[Pixel coordinate listings]
# # # # # # #

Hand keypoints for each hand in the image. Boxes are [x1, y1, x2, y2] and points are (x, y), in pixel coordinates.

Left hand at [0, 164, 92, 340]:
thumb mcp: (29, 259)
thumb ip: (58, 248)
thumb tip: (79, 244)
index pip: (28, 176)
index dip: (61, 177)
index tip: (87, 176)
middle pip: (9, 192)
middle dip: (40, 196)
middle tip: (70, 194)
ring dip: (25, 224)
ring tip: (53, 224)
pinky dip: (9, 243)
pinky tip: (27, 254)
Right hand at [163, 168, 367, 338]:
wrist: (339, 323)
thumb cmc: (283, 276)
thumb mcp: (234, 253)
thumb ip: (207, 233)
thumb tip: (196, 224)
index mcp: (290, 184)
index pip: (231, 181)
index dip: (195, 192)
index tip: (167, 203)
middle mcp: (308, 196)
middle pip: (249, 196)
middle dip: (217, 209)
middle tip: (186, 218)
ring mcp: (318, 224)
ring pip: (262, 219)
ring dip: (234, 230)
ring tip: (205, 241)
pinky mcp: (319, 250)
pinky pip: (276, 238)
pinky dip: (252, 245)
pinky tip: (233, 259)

# # # # # # #

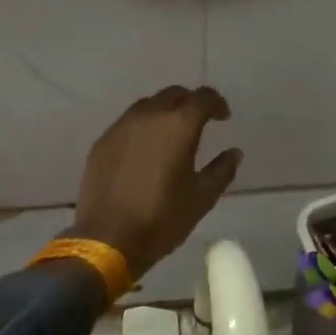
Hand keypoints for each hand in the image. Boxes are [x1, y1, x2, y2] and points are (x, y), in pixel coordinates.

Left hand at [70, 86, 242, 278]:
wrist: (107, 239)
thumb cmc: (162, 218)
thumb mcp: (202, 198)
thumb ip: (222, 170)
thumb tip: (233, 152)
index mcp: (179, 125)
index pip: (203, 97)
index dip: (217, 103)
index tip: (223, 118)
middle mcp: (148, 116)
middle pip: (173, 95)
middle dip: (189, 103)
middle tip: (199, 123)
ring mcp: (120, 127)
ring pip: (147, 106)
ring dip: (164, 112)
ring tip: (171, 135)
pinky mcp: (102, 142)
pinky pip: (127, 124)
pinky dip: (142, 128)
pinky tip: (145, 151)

# # # # # # #

Within the records above, each line containing "ring" is to be returned.

# The answer
ring dip: (25, 224)
ring tip: (53, 224)
ring mcp: (318, 224)
ring pip: (262, 219)
ring dip: (234, 230)
ring tip: (205, 241)
ring mcp: (120, 127)
ring pip: (147, 106)
ring dip: (164, 112)
ring tip: (171, 135)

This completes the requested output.